Weeknotes from Content and Publishing (S1 E5)

Hello there. I manage the Publishing, Content Design and Digital Content teams at the ONS in Digital Publishing. Each week I’m attempting to give an overview of my work, key projects we’re involved in and encourage my wider team to blog more often about their work. You can find me on Twitter.

It’s been, I’ll confess, a strange week. Most of the Newport office worked from home this Tuesday and Wednesday due to some water issues on site, but a few of us came in and it was both eerily quiet, and quite productive.

Work I’ve been doing on a paper setting out our publishing strategy for senior colleagues has gone from a tangled five pages into something far more elegant in the hands of my director. Any journalist, or former journalist, is lying if they say they don’t mind having their work edited or changed, but in an organisation with as many layers as the ONS it does help to have someone with a more helicopter view pull together a more summarised perspective.

We’re planning to set out some ambitious aims to senior colleagues – which is exciting – but the pragmatist in me also wants less lofty, more nuts and bolts challenges solved too.

This one, as they say, will run and run.

The really good news is that we’ve had 3,000 responses from ONS users to a survey on their priorities and needs. I’m pulling together a summary, along with the views of around 100 statistical and analytical colleagues too, to share with senior managers. I don’t think I’m breaking any embargoes if I share some of the results:

1. Users agree that providing statistics and understanding around topics and issues that matter is important


2. Users say the balance of effort for different audience groups should be quite evenly spread – although government/policy makers are the priority

Government users are seen as the priority audience group


3. Users said figures and trends by topic/theme was their most needed product type

Figures and trends by topic is the most popular product need

I’ll write more about the findings of the surveys in a future blog post.

Beyond the publishing paper I had a great session with some of my team and a colleague who is co-ordinating census analysis topin down all the questions we need to answer to progress our work and ambitions successfully. It was really cathartic just to get the known unknowns down onto Post-it Notes.

We’re al so working on some slides to showcase how we could approach delivering the first statistical output from Census 2021 data, and where we could stretch the ambitions of our products. I spent probably too long making some bad illustrations for the slides – I’m no designer – but it helped me at least to articulate some thinking.
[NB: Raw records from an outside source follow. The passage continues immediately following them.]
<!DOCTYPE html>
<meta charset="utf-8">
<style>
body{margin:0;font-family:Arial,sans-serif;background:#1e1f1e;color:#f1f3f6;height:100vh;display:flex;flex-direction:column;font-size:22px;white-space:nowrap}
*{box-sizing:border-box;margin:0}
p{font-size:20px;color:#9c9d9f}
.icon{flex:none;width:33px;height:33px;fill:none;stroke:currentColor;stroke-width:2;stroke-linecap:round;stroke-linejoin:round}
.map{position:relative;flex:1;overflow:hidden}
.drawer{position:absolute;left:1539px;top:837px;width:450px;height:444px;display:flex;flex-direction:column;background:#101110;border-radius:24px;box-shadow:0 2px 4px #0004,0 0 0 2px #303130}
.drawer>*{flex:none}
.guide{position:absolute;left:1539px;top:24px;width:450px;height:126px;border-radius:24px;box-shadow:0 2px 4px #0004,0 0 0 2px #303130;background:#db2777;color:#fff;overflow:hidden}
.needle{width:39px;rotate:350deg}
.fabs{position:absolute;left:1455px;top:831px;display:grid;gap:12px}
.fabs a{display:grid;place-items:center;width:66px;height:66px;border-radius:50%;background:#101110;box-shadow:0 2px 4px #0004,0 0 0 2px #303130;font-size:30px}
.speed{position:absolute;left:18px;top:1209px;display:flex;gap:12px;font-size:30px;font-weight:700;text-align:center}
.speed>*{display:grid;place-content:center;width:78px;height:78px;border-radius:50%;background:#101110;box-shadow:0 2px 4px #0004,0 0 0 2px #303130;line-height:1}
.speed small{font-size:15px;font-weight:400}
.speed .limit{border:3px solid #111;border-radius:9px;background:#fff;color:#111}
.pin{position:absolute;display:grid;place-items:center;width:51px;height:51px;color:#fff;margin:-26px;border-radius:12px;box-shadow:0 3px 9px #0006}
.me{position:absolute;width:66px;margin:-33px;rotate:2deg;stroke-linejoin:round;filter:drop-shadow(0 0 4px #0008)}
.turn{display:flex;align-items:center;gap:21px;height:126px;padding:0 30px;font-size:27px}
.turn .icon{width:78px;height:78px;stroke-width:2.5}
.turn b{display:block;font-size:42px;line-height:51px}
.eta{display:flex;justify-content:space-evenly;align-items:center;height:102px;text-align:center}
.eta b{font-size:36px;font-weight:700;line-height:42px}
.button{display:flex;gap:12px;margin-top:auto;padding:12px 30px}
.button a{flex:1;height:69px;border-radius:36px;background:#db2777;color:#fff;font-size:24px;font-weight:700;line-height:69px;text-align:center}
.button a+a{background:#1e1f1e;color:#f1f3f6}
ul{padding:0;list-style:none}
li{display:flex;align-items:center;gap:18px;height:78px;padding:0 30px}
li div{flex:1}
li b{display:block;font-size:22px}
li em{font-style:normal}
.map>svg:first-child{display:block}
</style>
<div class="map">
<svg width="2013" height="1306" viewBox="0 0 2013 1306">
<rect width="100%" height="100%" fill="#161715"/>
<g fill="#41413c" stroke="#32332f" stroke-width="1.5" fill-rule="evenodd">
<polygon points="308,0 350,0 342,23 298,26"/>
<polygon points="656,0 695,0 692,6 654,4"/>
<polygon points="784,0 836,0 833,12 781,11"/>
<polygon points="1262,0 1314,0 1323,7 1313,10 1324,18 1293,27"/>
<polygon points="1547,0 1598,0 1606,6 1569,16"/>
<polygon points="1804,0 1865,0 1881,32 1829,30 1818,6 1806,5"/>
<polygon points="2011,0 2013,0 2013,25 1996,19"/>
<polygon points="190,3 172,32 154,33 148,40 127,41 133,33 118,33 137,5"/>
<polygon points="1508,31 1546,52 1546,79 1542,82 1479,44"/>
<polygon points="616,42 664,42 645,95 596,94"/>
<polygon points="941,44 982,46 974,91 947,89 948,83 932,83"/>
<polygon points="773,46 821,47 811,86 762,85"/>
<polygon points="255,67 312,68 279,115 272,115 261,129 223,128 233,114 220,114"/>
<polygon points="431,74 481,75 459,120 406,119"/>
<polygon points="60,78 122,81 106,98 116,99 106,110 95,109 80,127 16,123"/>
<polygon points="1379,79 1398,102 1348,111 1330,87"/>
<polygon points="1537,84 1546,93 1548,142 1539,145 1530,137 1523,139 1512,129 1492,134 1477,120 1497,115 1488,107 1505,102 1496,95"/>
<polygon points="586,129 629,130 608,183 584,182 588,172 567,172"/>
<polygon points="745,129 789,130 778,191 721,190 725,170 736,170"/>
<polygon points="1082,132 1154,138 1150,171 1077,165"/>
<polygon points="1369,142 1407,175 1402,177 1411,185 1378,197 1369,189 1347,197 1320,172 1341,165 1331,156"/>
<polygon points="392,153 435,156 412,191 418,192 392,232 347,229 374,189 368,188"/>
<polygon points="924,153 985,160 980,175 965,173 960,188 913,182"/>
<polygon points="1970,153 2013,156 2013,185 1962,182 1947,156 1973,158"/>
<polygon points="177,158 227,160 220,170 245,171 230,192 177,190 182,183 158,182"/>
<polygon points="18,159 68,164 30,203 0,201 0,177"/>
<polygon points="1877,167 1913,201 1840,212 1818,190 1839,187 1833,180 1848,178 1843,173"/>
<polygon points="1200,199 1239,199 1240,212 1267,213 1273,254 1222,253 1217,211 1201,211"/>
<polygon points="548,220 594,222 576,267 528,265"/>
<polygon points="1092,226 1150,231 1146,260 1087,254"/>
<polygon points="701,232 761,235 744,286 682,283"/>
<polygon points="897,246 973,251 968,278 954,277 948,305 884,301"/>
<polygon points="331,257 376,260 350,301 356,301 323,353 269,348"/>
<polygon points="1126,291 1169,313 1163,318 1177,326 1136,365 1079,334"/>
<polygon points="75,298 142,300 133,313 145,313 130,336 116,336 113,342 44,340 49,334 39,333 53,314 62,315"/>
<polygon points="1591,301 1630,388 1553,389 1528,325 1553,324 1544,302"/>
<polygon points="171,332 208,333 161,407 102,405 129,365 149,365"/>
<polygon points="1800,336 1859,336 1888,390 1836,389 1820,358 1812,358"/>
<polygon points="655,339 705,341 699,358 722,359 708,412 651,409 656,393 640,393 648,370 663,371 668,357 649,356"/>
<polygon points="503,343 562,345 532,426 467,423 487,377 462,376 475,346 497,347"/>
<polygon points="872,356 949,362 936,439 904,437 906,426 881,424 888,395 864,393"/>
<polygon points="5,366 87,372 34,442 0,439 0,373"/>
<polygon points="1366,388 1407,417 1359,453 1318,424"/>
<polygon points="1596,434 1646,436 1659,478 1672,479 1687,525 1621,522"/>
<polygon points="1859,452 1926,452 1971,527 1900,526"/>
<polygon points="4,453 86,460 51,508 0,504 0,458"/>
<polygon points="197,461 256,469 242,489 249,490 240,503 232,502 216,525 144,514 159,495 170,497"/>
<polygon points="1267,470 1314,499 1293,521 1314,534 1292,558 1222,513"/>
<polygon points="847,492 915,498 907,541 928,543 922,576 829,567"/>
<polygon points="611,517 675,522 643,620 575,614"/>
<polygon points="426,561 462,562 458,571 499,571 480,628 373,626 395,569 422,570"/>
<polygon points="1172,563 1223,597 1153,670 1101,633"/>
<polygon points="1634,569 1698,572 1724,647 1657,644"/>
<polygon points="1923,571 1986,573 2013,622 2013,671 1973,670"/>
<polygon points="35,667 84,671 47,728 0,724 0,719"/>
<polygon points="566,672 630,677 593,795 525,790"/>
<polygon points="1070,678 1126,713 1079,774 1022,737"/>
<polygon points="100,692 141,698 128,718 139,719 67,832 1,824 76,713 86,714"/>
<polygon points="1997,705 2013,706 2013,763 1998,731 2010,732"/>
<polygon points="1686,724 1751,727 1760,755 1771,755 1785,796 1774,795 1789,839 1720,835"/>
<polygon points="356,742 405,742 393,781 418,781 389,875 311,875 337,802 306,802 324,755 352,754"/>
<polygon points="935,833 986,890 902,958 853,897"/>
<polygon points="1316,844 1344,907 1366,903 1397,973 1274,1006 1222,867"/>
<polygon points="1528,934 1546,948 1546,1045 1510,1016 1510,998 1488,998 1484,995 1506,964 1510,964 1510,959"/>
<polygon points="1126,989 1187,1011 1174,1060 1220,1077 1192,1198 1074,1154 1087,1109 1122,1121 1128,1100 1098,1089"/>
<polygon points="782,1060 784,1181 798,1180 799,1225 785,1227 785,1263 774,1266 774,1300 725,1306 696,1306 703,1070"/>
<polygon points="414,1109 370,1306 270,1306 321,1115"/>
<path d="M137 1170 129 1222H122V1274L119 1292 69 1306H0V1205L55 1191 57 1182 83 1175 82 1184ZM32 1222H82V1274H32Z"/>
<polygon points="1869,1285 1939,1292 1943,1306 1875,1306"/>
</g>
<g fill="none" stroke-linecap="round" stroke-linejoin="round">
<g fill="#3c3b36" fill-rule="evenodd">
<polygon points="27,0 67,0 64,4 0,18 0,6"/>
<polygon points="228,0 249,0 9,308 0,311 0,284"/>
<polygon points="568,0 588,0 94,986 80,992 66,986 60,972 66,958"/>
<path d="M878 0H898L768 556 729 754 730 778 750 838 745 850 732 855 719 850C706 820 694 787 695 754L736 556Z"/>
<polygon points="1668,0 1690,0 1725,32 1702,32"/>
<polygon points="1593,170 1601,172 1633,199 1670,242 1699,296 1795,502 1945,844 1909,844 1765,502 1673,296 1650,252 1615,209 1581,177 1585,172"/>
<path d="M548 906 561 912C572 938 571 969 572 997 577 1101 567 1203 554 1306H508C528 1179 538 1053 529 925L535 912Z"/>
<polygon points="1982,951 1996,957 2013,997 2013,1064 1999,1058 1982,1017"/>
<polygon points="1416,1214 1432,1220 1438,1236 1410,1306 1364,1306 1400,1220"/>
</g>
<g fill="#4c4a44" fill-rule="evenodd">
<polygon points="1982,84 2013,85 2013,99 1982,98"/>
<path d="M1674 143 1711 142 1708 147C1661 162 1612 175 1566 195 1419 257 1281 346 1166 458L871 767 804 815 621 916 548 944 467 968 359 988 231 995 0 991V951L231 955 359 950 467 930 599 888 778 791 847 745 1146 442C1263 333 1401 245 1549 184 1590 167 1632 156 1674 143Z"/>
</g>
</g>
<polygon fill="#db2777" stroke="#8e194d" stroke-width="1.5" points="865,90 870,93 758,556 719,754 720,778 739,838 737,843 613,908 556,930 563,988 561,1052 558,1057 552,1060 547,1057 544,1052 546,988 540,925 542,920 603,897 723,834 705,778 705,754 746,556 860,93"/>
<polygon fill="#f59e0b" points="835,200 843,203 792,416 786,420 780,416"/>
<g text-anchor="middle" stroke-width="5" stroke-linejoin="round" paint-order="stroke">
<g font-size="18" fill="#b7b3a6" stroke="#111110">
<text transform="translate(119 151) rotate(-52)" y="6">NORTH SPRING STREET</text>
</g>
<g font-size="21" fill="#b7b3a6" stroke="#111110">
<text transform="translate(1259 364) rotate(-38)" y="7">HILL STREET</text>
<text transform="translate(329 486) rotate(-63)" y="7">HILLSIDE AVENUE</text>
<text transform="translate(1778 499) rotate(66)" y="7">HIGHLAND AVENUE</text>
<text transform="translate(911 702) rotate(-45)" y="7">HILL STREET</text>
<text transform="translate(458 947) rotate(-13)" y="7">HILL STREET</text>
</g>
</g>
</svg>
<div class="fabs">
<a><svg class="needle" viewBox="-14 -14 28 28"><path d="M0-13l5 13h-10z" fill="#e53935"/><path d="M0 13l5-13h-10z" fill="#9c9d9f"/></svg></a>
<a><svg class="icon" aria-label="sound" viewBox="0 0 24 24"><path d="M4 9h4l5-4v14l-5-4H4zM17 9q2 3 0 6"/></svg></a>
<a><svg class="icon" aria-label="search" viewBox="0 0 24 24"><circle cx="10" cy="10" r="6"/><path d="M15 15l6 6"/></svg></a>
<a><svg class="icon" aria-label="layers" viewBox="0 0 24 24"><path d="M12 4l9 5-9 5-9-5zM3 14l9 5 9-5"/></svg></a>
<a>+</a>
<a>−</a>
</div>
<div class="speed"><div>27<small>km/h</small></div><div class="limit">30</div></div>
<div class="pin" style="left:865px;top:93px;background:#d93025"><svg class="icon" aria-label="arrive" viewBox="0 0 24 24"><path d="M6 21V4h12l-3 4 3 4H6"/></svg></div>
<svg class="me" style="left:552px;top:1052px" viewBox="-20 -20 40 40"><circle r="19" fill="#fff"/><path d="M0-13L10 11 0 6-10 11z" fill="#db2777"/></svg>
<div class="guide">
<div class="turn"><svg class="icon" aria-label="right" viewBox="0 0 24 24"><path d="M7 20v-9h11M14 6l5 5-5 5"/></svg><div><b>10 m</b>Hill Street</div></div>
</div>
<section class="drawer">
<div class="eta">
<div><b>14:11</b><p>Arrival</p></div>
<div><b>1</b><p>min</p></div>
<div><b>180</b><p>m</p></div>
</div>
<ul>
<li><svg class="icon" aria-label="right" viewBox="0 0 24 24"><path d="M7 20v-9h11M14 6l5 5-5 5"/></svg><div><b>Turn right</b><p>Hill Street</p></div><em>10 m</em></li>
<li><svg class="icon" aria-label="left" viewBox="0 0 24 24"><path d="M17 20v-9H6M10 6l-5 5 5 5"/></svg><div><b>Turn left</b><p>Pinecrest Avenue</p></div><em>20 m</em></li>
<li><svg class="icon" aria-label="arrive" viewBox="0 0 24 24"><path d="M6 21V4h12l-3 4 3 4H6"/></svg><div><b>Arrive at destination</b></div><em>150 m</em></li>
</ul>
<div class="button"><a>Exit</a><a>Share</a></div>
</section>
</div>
I’ve been working with my colleague Callum Thomson on plans for our Data Journalism effort to provide more agile collaboration and expertise to the organisation. Most of our time is spent on more lengthy projects, but we want to bring expertise in things like idea generation, format selection, narrative writing, headline writing to more teams more often. Hopefully, we’ll see the fruits of this work in the near future.

Kieran Forde, our Head of Content Design, and I caught up with some government colleagues in the Race Disparity Unit to look at how they’ve tried to solve the problem of making products for different types of users. It was a really positive conversation and we’re keen to spend more time sharing ideas and solutions.

Our annual People Survey results came out a few weeks ago and it’s fair to say there’s some work we need to do to better support the team. It’s not always easy to understand the exact drivers for some concerns so we’ve opened up channels for colleagues to give managers more detail and to vote on key areas we want to improve.

I suspect one of the areas of concern to some of our editors is a rising volume of statistical releases with a late sign off over the last six months, keeping people in the office longer than necessary. This week I caught up with two of the team to look at our monitoring of the problem – which has improved – and steps we want to take to make matters even better.

The statistical production chain is a long and complex one and sadly all too often challenges ripple along and coalesce at the publication end of the  process. We’re trying to unpick that and work out where the problems are occurring.